Collaborate with MS-MRI
Since the summer of 2010, we have processed more than 2,000 MS cases. We are constantly data mining these images and looking for important physiological data on MS and CCSVI. We invite you to send any relevant information such as research papers on MS research that you think may be of help related to the CCSVI theory. Please also read the history section on this web page.
As paraphrased by Dr. George B. Hassin of Chicago in 1935, when reviewing the more risky treatment of MS with sympathectomies: "...multiple sclerosis is such a distressing, hopeless condition that any therapeutic measure that appears promising should be given careful consideration, regardless of the difference of opinion as to the pathophysiologic features of this disease" [Wetherall].
Wetherell F. Cervicodorsal sympathectomy in multiple sclerosis. Arch Neurol Psych 1935; 34: 99-110.
The CCSVI (Haacke) Protocol|
With the current interest in chronic cerebral spinal venous insufficiency (CCSVI) and the role of abnormal venous flow and its effects on brain perfusion and brain function, Prof. Haacke has designed a full protocol for studying the brain, neck and spine anatomy and function. This CCSVI protocol contains the usual conventional neurological protocol to study anatomy, measure lesion load and iron load, measure the presence of chronic and acute lesions, (in some cases perfusion weighted imaging for cerebral blood volume, flow and mean transit time), as well as the vascular components of MR angiography, MR venography, quantitative flow imaging, and more recently the potential to study oxygen saturation. This comprehensive protocol is critical for the patients because it provides a baseline from which to follow the patient longitudinally post treatment.
WHY IMAGING IS CRUCIAL FOR MS PATIENTS PRE AND POST TREATMENT
There has been a great deal of discussion on the role of imaging pre and post treatment of CCSVI.
It is important to understand that every person is different and the geometry of the venous system is different as well. Bearing in mind that MRI provides complete 3D information of the vascular system and the anatomy of the body, it has been suggested that MRI is critical for the following reasons:
1) It provides key neurological information for the patient and the neurologist following the patient such as the presence or absence of lesions which are markers for the state of the disease
2) It provides a means to monitor iron content.
3) It can visualize arteries and veins in the head, neck, spine and aortic arch which are key elements in treatment planning for the interventionalists.
4) It provides a means to measure blood flow in each major vessel everywhere in the body.

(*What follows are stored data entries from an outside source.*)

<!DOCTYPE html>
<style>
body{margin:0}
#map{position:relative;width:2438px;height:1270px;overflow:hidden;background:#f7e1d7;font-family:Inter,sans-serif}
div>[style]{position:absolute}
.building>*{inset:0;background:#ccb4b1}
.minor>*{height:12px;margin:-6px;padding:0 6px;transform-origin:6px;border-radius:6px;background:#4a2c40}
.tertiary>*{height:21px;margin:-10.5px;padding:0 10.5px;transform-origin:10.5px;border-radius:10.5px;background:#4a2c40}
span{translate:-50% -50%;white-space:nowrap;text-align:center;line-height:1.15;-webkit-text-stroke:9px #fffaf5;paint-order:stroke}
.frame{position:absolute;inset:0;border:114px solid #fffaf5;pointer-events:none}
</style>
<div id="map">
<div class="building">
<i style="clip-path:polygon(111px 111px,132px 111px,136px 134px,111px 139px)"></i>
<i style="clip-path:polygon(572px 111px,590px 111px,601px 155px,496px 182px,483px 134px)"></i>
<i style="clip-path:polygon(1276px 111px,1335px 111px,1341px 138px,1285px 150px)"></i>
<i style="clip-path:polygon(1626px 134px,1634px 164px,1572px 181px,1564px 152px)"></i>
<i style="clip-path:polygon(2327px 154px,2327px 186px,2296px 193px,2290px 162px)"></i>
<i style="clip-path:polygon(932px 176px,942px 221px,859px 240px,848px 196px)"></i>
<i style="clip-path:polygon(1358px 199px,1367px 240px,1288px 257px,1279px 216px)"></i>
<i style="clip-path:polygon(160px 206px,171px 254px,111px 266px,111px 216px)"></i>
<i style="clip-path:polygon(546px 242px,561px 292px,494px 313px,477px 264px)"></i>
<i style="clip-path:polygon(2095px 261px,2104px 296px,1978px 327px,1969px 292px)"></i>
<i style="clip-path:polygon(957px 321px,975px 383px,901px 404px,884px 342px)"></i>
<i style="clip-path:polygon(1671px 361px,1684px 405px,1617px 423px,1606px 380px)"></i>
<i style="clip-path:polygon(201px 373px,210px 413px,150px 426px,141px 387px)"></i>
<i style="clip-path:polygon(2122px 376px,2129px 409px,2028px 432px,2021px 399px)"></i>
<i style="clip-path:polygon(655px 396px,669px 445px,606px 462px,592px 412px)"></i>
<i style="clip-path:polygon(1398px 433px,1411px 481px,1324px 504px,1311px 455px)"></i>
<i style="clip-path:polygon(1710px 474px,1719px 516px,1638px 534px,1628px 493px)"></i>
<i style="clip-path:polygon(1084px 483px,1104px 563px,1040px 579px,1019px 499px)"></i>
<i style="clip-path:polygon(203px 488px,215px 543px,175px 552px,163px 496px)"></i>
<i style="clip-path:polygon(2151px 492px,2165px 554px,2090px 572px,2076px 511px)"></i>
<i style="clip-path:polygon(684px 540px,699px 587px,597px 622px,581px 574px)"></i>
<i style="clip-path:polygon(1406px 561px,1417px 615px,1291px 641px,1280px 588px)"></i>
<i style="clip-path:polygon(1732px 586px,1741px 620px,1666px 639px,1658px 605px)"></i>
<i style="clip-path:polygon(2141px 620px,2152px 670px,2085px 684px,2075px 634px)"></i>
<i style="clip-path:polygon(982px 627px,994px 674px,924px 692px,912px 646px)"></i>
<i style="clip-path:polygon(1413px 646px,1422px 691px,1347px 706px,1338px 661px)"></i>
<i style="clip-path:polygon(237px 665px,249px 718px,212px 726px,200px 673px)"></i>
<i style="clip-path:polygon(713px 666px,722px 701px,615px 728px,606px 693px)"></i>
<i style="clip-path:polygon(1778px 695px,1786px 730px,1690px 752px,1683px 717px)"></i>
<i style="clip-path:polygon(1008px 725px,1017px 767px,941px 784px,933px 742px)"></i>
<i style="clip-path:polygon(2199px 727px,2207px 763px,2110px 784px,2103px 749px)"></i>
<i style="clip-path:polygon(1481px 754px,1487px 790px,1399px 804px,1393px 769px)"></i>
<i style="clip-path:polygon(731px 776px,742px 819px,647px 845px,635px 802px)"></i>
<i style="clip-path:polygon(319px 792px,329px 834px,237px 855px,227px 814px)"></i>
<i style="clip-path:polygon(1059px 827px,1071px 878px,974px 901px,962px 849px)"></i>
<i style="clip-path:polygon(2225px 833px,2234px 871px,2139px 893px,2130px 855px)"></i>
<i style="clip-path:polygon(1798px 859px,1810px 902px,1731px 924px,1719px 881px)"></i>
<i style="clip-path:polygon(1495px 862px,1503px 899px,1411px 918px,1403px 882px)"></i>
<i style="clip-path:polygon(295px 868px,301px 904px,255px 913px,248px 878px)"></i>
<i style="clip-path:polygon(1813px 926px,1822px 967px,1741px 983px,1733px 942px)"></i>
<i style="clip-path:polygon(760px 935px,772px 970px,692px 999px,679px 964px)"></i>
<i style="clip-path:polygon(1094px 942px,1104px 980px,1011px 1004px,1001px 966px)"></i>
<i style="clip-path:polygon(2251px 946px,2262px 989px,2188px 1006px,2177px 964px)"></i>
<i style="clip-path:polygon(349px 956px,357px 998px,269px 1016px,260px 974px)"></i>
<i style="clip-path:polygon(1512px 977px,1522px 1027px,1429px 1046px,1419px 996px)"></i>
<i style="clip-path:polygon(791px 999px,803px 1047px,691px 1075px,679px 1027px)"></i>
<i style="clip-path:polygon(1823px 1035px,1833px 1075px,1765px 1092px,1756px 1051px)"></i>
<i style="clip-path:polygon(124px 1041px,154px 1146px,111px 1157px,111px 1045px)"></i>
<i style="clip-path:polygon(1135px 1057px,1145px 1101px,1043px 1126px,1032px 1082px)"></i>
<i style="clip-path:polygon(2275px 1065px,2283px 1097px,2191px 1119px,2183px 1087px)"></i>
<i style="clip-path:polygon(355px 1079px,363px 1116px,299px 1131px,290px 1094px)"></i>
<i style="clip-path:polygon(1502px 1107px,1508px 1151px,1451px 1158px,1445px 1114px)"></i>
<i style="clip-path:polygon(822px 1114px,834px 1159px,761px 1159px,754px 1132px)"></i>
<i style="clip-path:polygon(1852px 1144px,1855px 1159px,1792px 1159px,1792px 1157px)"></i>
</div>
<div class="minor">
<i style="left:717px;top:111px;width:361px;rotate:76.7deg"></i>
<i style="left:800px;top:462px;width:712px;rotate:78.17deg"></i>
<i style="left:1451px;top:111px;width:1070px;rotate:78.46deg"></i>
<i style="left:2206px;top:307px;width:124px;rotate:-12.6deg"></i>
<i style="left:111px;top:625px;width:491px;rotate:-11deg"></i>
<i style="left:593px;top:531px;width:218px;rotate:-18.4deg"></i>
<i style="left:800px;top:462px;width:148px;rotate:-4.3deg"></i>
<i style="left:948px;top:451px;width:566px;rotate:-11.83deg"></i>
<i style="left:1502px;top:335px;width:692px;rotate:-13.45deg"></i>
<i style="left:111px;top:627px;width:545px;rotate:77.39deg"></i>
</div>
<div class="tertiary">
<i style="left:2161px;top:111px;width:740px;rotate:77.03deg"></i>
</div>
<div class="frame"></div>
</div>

5) It can quantify quantitative information on perfusion to the brain tissue.
6) These data serve as a control prior to treatment. The information is objective and quantifiable. This is especially critical in case the patient suffers from restenosis. These flow measurements can be repeated as can the MR angiograms non-invasively. MRI itself is a non-invasive safe imaging procedure.
7) It can be used for follow up whether or not there is restenosis. Longitudinal follow up could well serve as an indicator as to the status of the disease, i.e., the presence or absence of new lesions, a stable vascular system, changes in iron content, etc.
8) These records become a key component in comparing to the venous angioplasty and patient outcomes.